Saved entries

- - - - -

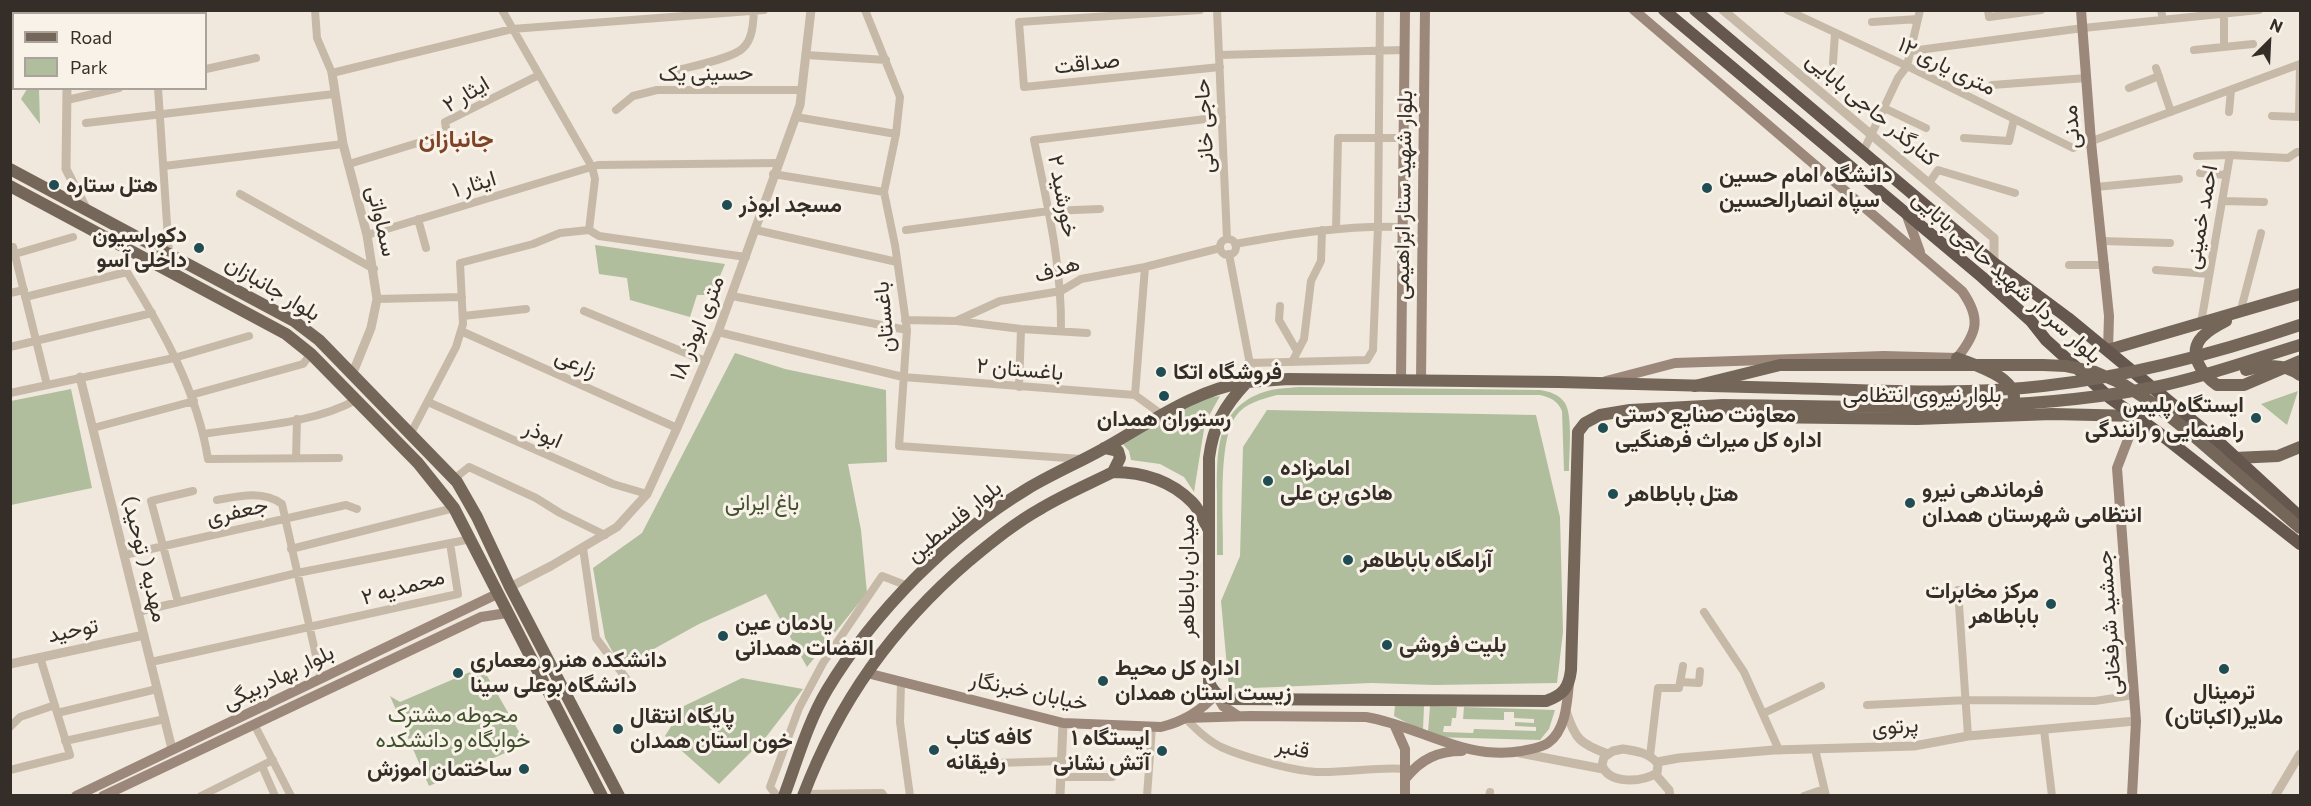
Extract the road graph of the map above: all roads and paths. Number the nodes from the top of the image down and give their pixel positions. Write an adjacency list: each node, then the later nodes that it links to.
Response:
1 (315, 10): 45 (street)
2 (502, 10): 27 (street)
3 (764, 10): 20 (street)
4 (811, 10): 35 (street, ۱۸ متری ابوذر)
5 (865, 10): 38 (street, باغستان)
6 (1200, 10): 42 (street, صداقت)
7 (1217, 10): 36 (street, حاجی خانی)
8 (1380, 10): 33 (street)
9 (1405, 10): 31 (main road, بلوار شهید ستار ابراهیمی)
10 (1425, 10): 163 (main road, بلوار شهید ستار ابراهیمی)
11 (1634, 10): 121 (main road)
12 (1664, 10): 95 (highway, بلوار سردار شهید حاجی بابایی)
13 (1695, 10): 75 (highway, بلوار سردار شهید حاجی بابایی)
14 (1723, 10): 69 (street, کنارگذر حاجی بابایی)
15 (1988, 10): 16 (street)
16 (2042, 10)
17 (2081, 10): 26 (main road, مدنی)
18 (2161, 10): 24 (street)
19 (2259, 10): 22 (street)
20 (754, 11): 27 (street); 44 (street)
21 (1788, 11): 28 (street, ۱۲ متری یاری)
22 (2226, 13): 24 (street); 30 (street)
23 (1919, 15): 25 (street); 34 (street)
24 (2163, 20): 26 (street)
25 (1872, 22)
26 (2083, 28): 34 (street); 47 (main road, مدنی)
27 (512, 29): 45 (street); 46 (street)
28 (1836, 33): 39 (street); 41 (street, ۱۲ متری یاری)
29 (2253, 44): 30 (street)
30 (2224, 47): 32 (street)
31 (1404, 50): 33 (street); 71 (main road, بلوار شهید ستار ابراهیمی)
32 (2194, 50)
33 (1379, 51): 36 (street); 70 (street)
34 (1911, 51): 41 (street)
35 (806, 55): 38 (street); 53 (street, ۱۸ متری ابوذر)
36 (1219, 55): 42 (street, حاجی خانی)
37 (256, 58): 43 (street)
38 (886, 60): 68 (street, باغستان)
39 (1833, 63)
40 (2300, 64): 54 (street, ۱۲ متری یاری); 62 (street)
41 (1907, 66): 57 (street); 65 (street, ۱۲ متری یاری)
42 (1220, 67): 64 (street, حاجی خانی)
43 (207, 69)
44 (678, 70)
45 (332, 73): 55 (street, سماواتی)
46 (539, 75): 80 (street, ایثار ۲); 82 (street)
47 (2086, 78): 48 (street); 73 (main road, مدنی)
48 (1992, 85)
49 (2129, 88): 59 (street)
50 (67, 90): 56 (street)
51 (110, 90): 56 (street)
52 (158, 90): 61 (street)
53 (801, 90): 58 (street, حسینی یک); 63 (street, ۱۸ متری ابوذر)
54 (2231, 90): 59 (street, ۱۲ متری یاری); 60 (street)
55 (334, 94): 61 (street); 74 (street, سماواتی)
56 (67, 100): 99 (street)
57 (1884, 108): 67 (street); 69 (street)
58 (616, 110)
59 (2171, 112): 73 (street, ۱۲ متری یاری)
60 (2229, 112)
61 (160, 114): 66 (street); 81 (street)
62 (2272, 116)
63 (796, 117): 68 (street); 79 (street, ۱۸ متری ابوذر)
64 (1222, 117): 100 (street, خورشید ۲); 113 (street, حاجی خانی)
65 (2014, 119): 72 (street); 73 (street, ۱۲ متری یاری)
66 (86, 123)
67 (1926, 128)
68 (896, 134): 92 (street, باغستان)
69 (1872, 134): 75 (street); 89 (street, کنارگذر حاجی بابایی)
70 (1378, 138): 71 (street); 103 (street); 105 (street)
71 (1403, 138): 104 (main road, بلوار شهید ستار ابراهیمی)
72 (1964, 138)
73 (2091, 142): 91 (main road, مدنی)
74 (343, 144): 80 (street, سماواتی); 81 (street)
75 (1863, 152): 88 (highway, بلوار سردار شهید حاجی بابایی)
76 (2301, 152): 77 (street, احمد خمینی)
77 (2230, 155): 78 (street); 86 (street, احمد خمینی)
78 (2197, 156)
79 (778, 163): 82 (street, ایثار ۱); 85 (street, ۱۸ متری ابوذر)
80 (349, 164): 111 (street, سماواتی)
81 (164, 166): 119 (street)
82 (591, 167): 102 (street, ایثار ۱); 106 (street)
83 (10, 169): 99 (main road, بلوار جانبازان)
84 (2200, 173): 86 (street)
85 (773, 174): 92 (street); 107 (street, ۱۸ متری ابوذر)
86 (2226, 174): 96 (street, احمد خمینی)
87 (2179, 179): 91 (street)
88 (1895, 180): 95 (highway); 124 (highway, بلوار سردار شهید حاجی بابایی)
89 (1929, 183): 93 (street); 124 (street, کنارگذر حاجی بابایی)
90 (10, 186): 132 (main road, بلوار جانبازان)
91 (2096, 187): 114 (main road, مدنی)
92 (884, 192): 123 (street, باغستان)
93 (2015, 193)
94 (240, 194): 128 (street)
95 (1883, 194): 101 (highway, بلوار سردار شهید حاجی بابایی)
96 (2222, 201): 97 (street); 131 (street, احمد خمینی)
97 (2265, 202)
98 (1100, 208): 100 (street)
99 (87, 210): 119 (main road, بلوار جانبازان)
100 (1048, 211): 108 (street); 133 (street, خورشید ۲)
101 (1905, 213): 121 (main road); 191 (highway, بلوار سردار شهید حاجی بابایی)
102 (418, 219): 111 (street, ایثار ۱); 117 (street)
103 (1378, 226): 104 (street); 105 (street); 169 (street)
104 (1402, 227): 160 (main road, بلوار شهید ستار ابراهیمی)
105 (1336, 229): 109 (street)
106 (589, 230): 122 (street); 138 (street)
107 (756, 230): 122 (street, ۱۸ متری ابوذر); 123 (street)
108 (906, 230)
109 (1322, 230): 116 (street); 162 (street)
110 (2261, 233): 144 (street)
111 (367, 235): 128 (street, سماواتی)
112 (73, 237): 135 (street)
113 (1227, 239): 116 (street); 118 (street)
114 (2101, 241): 115 (street); 126 (main road, مدنی)
115 (2170, 243)
116 (1235, 244): 120 (street)
117 (426, 248)
118 (1220, 248): 120 (street); 127 (street, هدف)
119 (169, 254): 130 (main road, بلوار جانبازان)
120 (1229, 254): 170 (street)
121 (1921, 255): 166 (main road)
122 (746, 257): 137 (street, ۱۸ متری ابوذر)
123 (897, 262): 146 (street, باغستان)
124 (1994, 263): 161 (highway, بلوار سردار شهید حاجی بابایی)
125 (2069, 265): 126 (street)
126 (2105, 265): 161 (main road, مدنی)
127 (1145, 267): 133 (street, هدف); 184 (street)
128 (374, 269): 139 (street, سماواتی)
129 (2156, 270): 131 (street)
130 (205, 273): 132 (main road); 172 (main road, بلوار جانبازان)
131 (2210, 274): 148 (street, احمد خمینی)
132 (198, 287): 164 (main road, بلوار جانبازان)
133 (1061, 291): 147 (street, هدف); 152 (street, خورشید ۲)
134 (10, 293): 135 (street)
135 (25, 293): 143 (street); 157 (street)
136 (2301, 294): 144 (main road)
137 (732, 296): 151 (street); 154 (street, ۱۸ متری ابوذر)
138 (462, 297): 139 (street); 145 (street)
139 (377, 299): 172 (street, سماواتی)
140 (1280, 306): 162 (street)
141 (526, 309): 145 (street)
142 (584, 311): 168 (street)
143 (152, 313): 157 (street); 165 (street)
144 (2240, 313): 148 (main road); 167 (main road)
145 (463, 316): 153 (street)
146 (905, 320): 147 (street, هدف); 151 (street, باغستان)
147 (956, 321): 150 (street)
148 (2201, 322): 161 (main road)
149 (2301, 325): 181 (main road, bridge)
150 (1021, 329): 152 (street); 182 (street)
151 (907, 330): 175 (street, باغستان)
152 (1061, 330): 155 (street)
153 (461, 331): 187 (street); 194 (street, زارعی)
154 (718, 332): 168 (street, ۱۸ متری ابوذر); 175 (street, باغستان ۲)
155 (1088, 333)
156 (249, 336): 165 (street)
157 (36, 340): 159 (street); 180 (street)
158 (2301, 345): 171 (main road, bridge)
159 (10, 347)
160 (1401, 348): 163 (main road); 176 (main road, بلوار شهید ستار ابراهیمی)
161 (2108, 350): 201 (highway, بلوار سردار شهید حاجی بابایی)
162 (1297, 351): 169 (street)
163 (1421, 351): 177 (main road, بلوار شهید ستار ابراهیمی)
164 (311, 354): 185 (street); 186 (main road, بلوار جانبازان)
165 (174, 358): 174 (street); 185 (street)
166 (1958, 358): 179 (main road); 190 (main road)
167 (2301, 361)
168 (705, 362): 194 (street, ۱۸ متری ابوذر)
169 (1292, 362): 170 (street)
170 (1248, 363): 178 (street)
171 (2212, 372): 173 (main road, bridge); 188 (main road, بلوار نیروی انتظامی, bridge)
172 (352, 375): 195 (main road, بلوار جانبازان)
173 (2301, 375)
174 (80, 377): 180 (street); 193 (street, مهدیه ( توحید))
175 (903, 377): 182 (street, باغستان ۲); 202 (street, باغستان)
176 (1401, 380): 177 (main road); 178 (main road)
177 (1421, 380): 179 (main road)
178 (1250, 381): 189 (main road, بلوار فلسطین); 213 (main road, میدان باباطاهر)
179 (1598, 383): 181 (main road)
180 (47, 385): 183 (street)
181 (1695, 386): 212 (main road, bridge)
182 (1019, 387): 184 (street, باغستان ۲)
183 (10, 393)
184 (1135, 395): 189 (street)
185 (193, 398): 193 (street); 196 (street)
186 (356, 400): 192 (street); 208 (main road, بلوار جانبازان)
187 (428, 402): 195 (street); 206 (street, ابوذر)
188 (1708, 406): 190 (main road, بلوار نیروی انتظامی); 243 (main road, بلوار نیروی انتظامی)
189 (1161, 414): 198 (main road, بلوار فلسطین)
190 (2006, 416): 191 (main road, بلوار نیروی انتظامی)
191 (2137, 416): 217 (highway, بلوار سردار شهید حاجی بابایی); 247 (main road, جمشید شرفخانی)
192 (297, 419): 196 (street); 199 (street)
193 (93, 428): 221 (street, مهدیه ( توحید))
194 (677, 428): 206 (street, ۱۸ متری ابوذر)
195 (411, 433): 204 (main road, بلوار جانبازان)
196 (204, 434): 199 (street)
197 (2301, 447): 201 (main road)
198 (1104, 448): 202 (main road, بلوار فلسطین); 203 (main road)
199 (296, 458): 200 (street)
200 (339, 458)
201 (2235, 458): 210 (highway, بلوار سردار شهید حاجی بابایی)
202 (1083, 459): 223 (main road, بلوار فلسطین)
203 (1113, 472): 213 (main road); 238 (main road, بلوار فلسطین)
204 (454, 479): 214 (street); 225 (main road, بلوار جانبازان)
205 (193, 491): 218 (street)
206 (646, 494): 214 (street, ۱۸ متری ابوذر)
207 (217, 500): 211 (street)
208 (454, 508): 215 (main road, بلوار جانبازان); 220 (street)
209 (357, 509): 211 (street, جعفری)
210 (2301, 517)
211 (284, 518): 218 (street, جعفری); 220 (street)
212 (2301, 528)
213 (1208, 529): 246 (main road, میدان باباطاهر)
214 (605, 535): 219 (street, ۱۸ متری ابوذر)
215 (471, 539): 216 (street); 226 (main road, بلوار جانبازان)
216 (450, 543): 222 (street); 231 (street, محمدیه ۲)
217 (2301, 544)
218 (162, 546): 221 (street, جعفری); 227 (street)
219 (583, 548): 225 (street, ۱۸ متری ابوذر); 240 (street)
220 (291, 549): 222 (street)
221 (124, 555): 228 (street, مهدیه ( توحید))
222 (297, 573): 227 (street); 231 (street)
223 (908, 586): 292 (street); 293 (main road, بلوار فلسطین)
224 (1958, 590): 248 (street)
225 (513, 592): 291 (main road, بلوار جانبازان)
226 (497, 594): 230 (main road, بلوار جانبازان); 239 (main road, بلوار بهادربیگی)
227 (178, 602): 228 (street)
228 (138, 612): 232 (street, مهدیه ( توحید))
229 (1704, 612): 252 (street)
230 (507, 614): 258 (main road, بلوار بهادربیگی); 290 (main road, بلوار جانبازان)
231 (310, 629): 234 (street); 239 (street)
232 (144, 635): 233 (street, توحید); 234 (street, مهدیه ( توحید))
233 (40, 657): 235 (street, توحید); 250 (street)
234 (151, 662): 245 (street, مهدیه ( توحید))
235 (10, 663)
236 (1683, 666): 242 (street)
237 (1700, 671): 242 (street)
238 (867, 673): 241 (main road, خیابان خبرنگار); 294 (main road, بلوار فلسطین)
239 (321, 678): 269 (main road, بلوار بهادربیگی)
240 (628, 681)
241 (901, 681): 257 (main road, خیابان خبرنگار); 295 (street)
242 (1680, 682): 272 (street)
243 (1569, 683): 246 (main road); 251 (main road)
244 (1821, 686): 252 (street)
245 (158, 689): 250 (street); 255 (street, مهدیه ( توحید))
246 (1216, 694): 253 (main road); 254 (main road, خیابان خبرنگار)
247 (2134, 695): 248 (street); 256 (main road, جمشید شرفخانی)
248 (1967, 700): 249 (street); 263 (street)
249 (1867, 705)
250 (56, 709): 260 (street); 264 (street)
251 (1566, 711): 268 (main road); 270 (street)
252 (1764, 713): 266 (street)
253 (1238, 716): 254 (main road, خیابان خبرنگار); 259 (main road, خیابان خبرنگار)
254 (1185, 718): 261 (main road, خیابان خبرنگار); 279 (street, قنبر)
255 (165, 719): 264 (street); 269 (street, مهدیه ( توحید))
256 (2136, 721): 262 (street, پرتوی); 302 (main road, جمشید شرفخانی)
257 (1063, 723): 261 (main road, خیابان خبرنگار); 274 (street)
258 (254, 724): 269 (main road, بلوار بهادربیگی); 273 (street)
259 (1394, 724): 267 (main road, خیابان خبرنگار); 279 (main road)
260 (10, 727)
261 (1152, 727): 297 (street)
262 (2044, 730): 263 (street, پرتوی); 301 (street)
263 (1968, 736): 265 (street, پرتوی)
264 (65, 741): 278 (street)
265 (1815, 749): 266 (street, پرتوی); 283 (street)
266 (1779, 750): 272 (street, پرتوی)
267 (1475, 751): 268 (main road); 279 (main road)
268 (1515, 752): 277 (street)
269 (175, 754): 285 (main road, بلوار بهادربیگی); 286 (main road, بلوار بهادربیگی)
270 (1608, 754): 272 (street, پرتوی); 277 (street)
271 (2301, 754): 303 (street)
272 (1653, 759): 280 (street)
273 (273, 760): 276 (street); 289 (street)
274 (1062, 761): 275 (street); 281 (street)
275 (997, 763)
276 (262, 766): 287 (street); 288 (street)
277 (1603, 769): 280 (street)
278 (10, 770)
279 (1406, 773): 298 (main road)
280 (1655, 774): 299 (street)
281 (1061, 777): 282 (street); 296 (street)
282 (1112, 777)
283 (1825, 792): 300 (street)
284 (883, 794): 294 (street)
285 (76, 795)
286 (103, 795)
287 (201, 795)
288 (275, 795)
289 (291, 795)
290 (602, 795)
291 (619, 795)
292 (777, 795)
293 (784, 795)
294 (803, 795)
295 (910, 795)
296 (1060, 795)
297 (1147, 795)
298 (1405, 795)
299 (1670, 795)
300 (1804, 795)
301 (2052, 795)
302 (2132, 795)
303 (2275, 795)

- - - - -

• _About this task_: Say how many lines above hold the word "نیروی", giving only the count.

• _Output_: 3